Walking the fine line between institutional acceptance and transformative action, they opt to bring prestige and kudos to the academic world – giving the impression that they are contributing to the common good, while invariably, through their charitable ethos, they leave the communities they serve increasingly impoverished and dependent because they presume a pre-existent cultural deficit that must be filled. They ignore or de-legitimate the existing social, cultural and economic knowledge and skills that are already operating in the community itself and that could and should form the foundation of its emancipatory process.
Because of a misguided sense of intellectual or social superiority, these otherwise well-meaning but privileged academic programmes steal from their recipient communities their opportunity to liberate themselves, invariably, using high-academic language that the community members themselves do not understand.
Any attempt to confront this academic game directly risks peer and institutional censure – accusations of lack of academic rigor, of political bias and indoctrination – and exclusion from the game itself. Witness for instance, David Horowitz’s invective about “dangerous academics.” Confronting the University’s own culpability in state hegemony and social, cultural and economic oppression is risky, and walking the fine line of institutional acceptance and social activism is difficult, but absolutely necessary. Despite these difficulties there remains still the hope and opportunity for creative academics to resolve these tensions and contradictions through programs that combine both critical theory and praxis in a form of community engagement that avoids the pitfall of charitable and therefore patronizing work.
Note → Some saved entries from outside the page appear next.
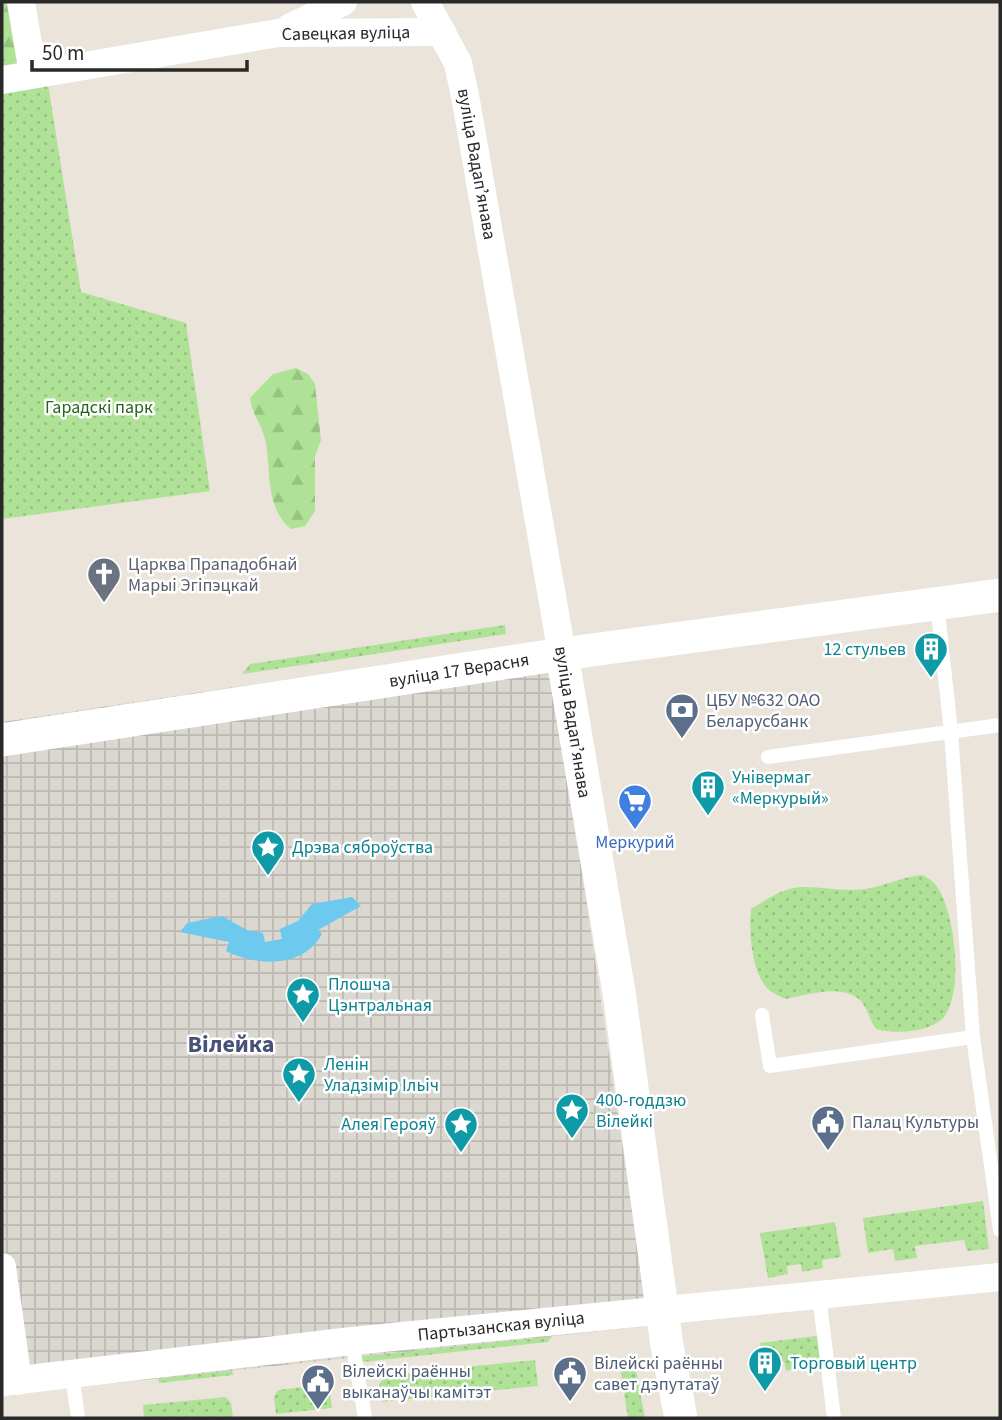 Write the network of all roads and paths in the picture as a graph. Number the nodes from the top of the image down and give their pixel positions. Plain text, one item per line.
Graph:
1 (20, 2) edge
2 (343, 2) edge
3 (425, 2) edge
4 (442, 32) junction
5 (278, 33) junction
6 (33, 74) junction
7 (2, 80) edge
8 (1000, 595) edge
9 (937, 601) junction
10 (562, 654) junction
11 (1000, 725) edge
12 (951, 732) junction
13 (2, 740) edge
14 (768, 757) dead end
15 (762, 1015) dead end
16 (973, 1037) junction
17 (1000, 1230) edge
18 (2, 1267) edge
19 (1000, 1277) edge
20 (819, 1295) junction
21 (663, 1311) junction
22 (352, 1341) junction
23 (72, 1375) junction
24 (10, 1382) edge
25 (78, 1418) edge
26 (365, 1418) edge
27 (681, 1418) edge
28 (834, 1418) edge

1 - 6 street
2 - 5 street
3 - 4 street, вуліца Вадапʼянава
4 - 5 street, Савецкая вуліца
4 - 10 street, вуліца Вадапʼянава
5 - 6 street, Савецкая вуліца
6 - 7 street, Савецкая вуліца
8 - 9 street, вуліца 17 Верасня
9 - 10 street, вуліца 17 Верасня
9 - 12 lane
10 - 13 street, вуліца 17 Верасня
10 - 21 street, вуліца Вадапʼянава
11 - 12 lane
12 - 14 lane
12 - 16 lane
15 - 16 lane
16 - 17 lane
18 - 24 street
19 - 20 street, Партызанская вуліца
20 - 21 street, Партызанская вуліца
20 - 28 lane
21 - 22 street, Партызанская вуліца
21 - 27 street, вуліца Вадапʼянава
22 - 23 street, Партызанская вуліца
22 - 26 lane
23 - 24 street, Партызанская вуліца
23 - 25 lane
Theory – Practice: Community Praxis
One of the difficulties confronting academics who wish to engage in community praxis concerns the tensions that exist between educational praxis – critical pedagogy – which sees the problem of developing pedagogies that flow from and can reflexively inform educational theories, and community praxis that is concerned with social, cultural and political change in the world beyond academia in a direct engagement in community activism. For many academics, the conscientization of students confines itself to the academic environment, to the classroom, and rarely, if ever, extends beyond this in a relationship with what I have elsewhere called a “critical other” – the non-academic real world of the oppressed.
This engagement between the academic and the “real” world does exist, of course, but it is often framed as “service learning” and is often associated with organizations that while supporting the needs of the poor and disenfranchised through work with non-profits, charities, and multifarious social service entities, does not have as one of its goals an agenda of structural change and social and political transformation. It is often a safe way of engaging with the community that accepts the status quo power. Such projects and relationships are designed to ameliorate the worst effects of existing social and economic disparities rather than to eliminate them. Within the capitalist system this is often the only avenue available for social engagement.
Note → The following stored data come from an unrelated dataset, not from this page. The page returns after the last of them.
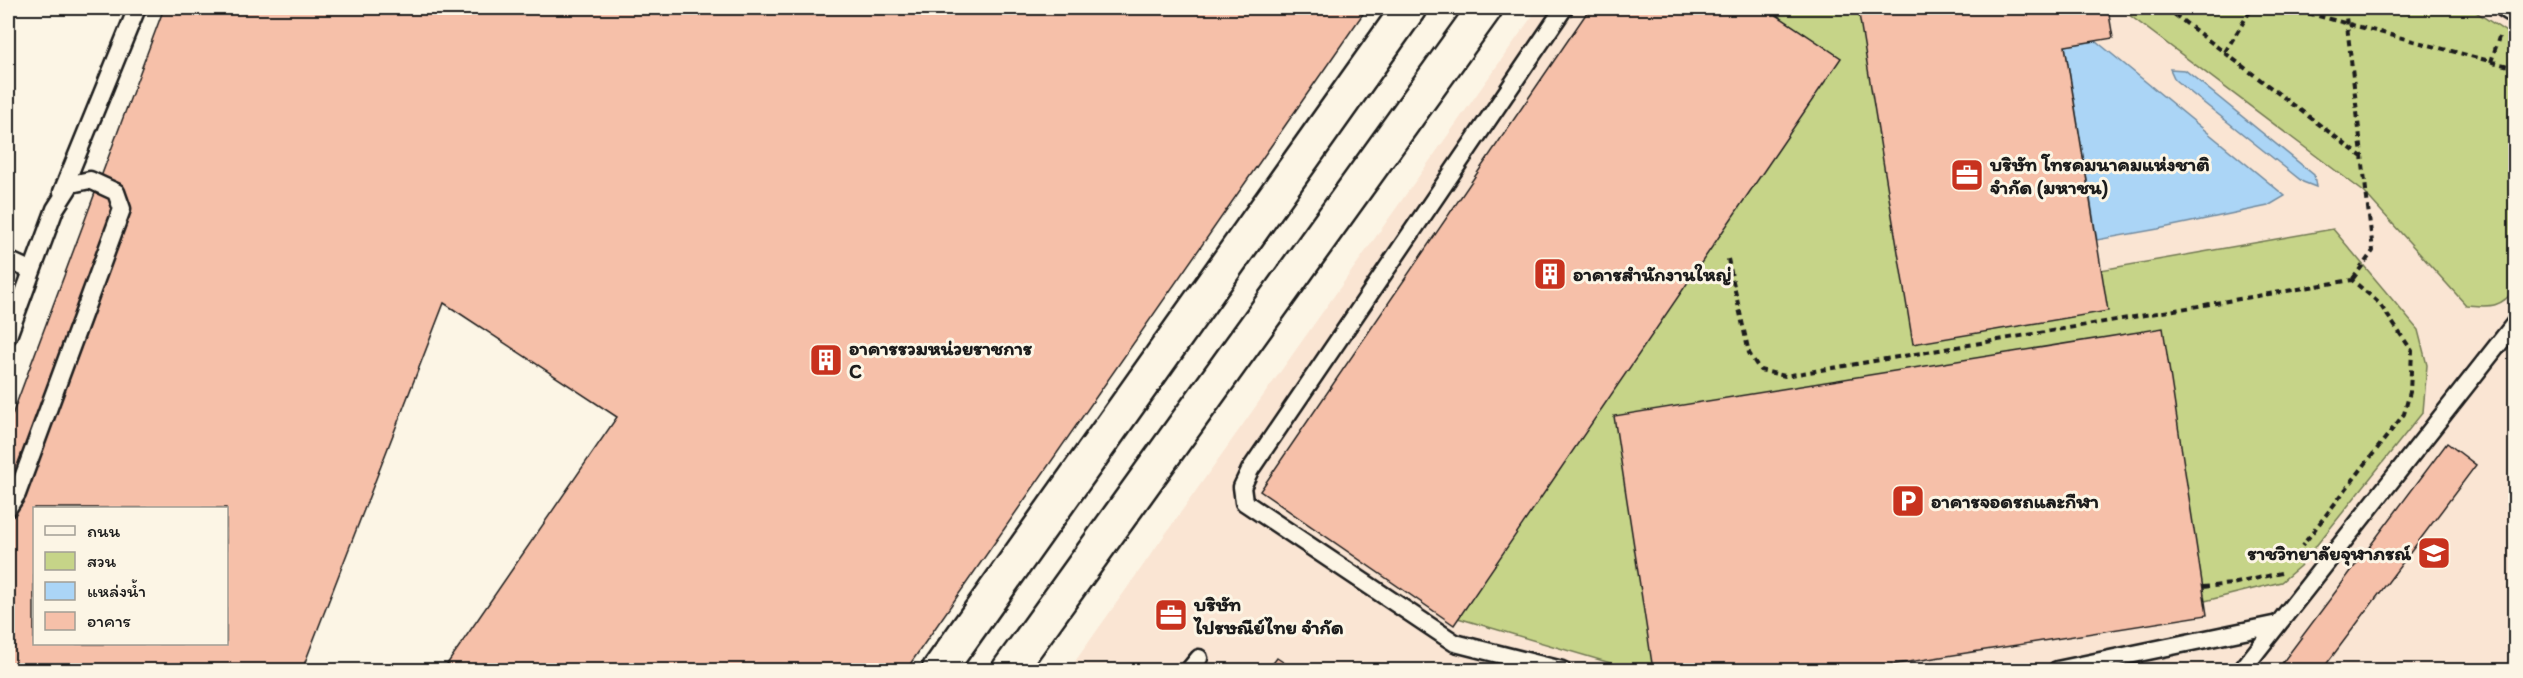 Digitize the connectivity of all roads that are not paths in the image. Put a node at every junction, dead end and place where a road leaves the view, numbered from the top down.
1 (137, 8) edge
2 (1409, 8) edge
3 (1485, 8) edge
4 (1564, 8) edge
5 (2503, 8) edge
6 (2516, 16) edge
7 (55, 209) junction
8 (8, 260) edge
9 (32, 271) junction
10 (2516, 322) edge
11 (8, 336) edge
12 (8, 508) edge
13 (2278, 624) junction
14 (939, 670) edge
15 (1009, 670) edge
16 (1562, 670) edge
17 (2057, 670) edge
18 (2242, 670) edge

1 - 7 lane
2 - 14 street
3 - 15 street
4 - 16 lane
5 - 6 lane
7 - 9 lane
7 - 12 lane
8 - 9 lane
9 - 11 lane
10 - 13 lane
13 - 17 lane
13 - 18 lane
Direct engagement with the community is often seen as social activism in academia and is characterized by the academy as violating the ethic of social and cultural neutrality that has been socially constructed to validate, protect and legitimate that other illusory notion of academic freedom. This self-censorship effectively emasculates social and political engagement of any consequence and curbs the ability of the academy to pursue its (mythical?) role as the conscience of society. It also prevents the academy from constructing a domain of actual (rather than supposed) relevance to the struggles of the oppressed. Taken together, these two constraints make it difficult for academics to effectively participate in processes of social transformation.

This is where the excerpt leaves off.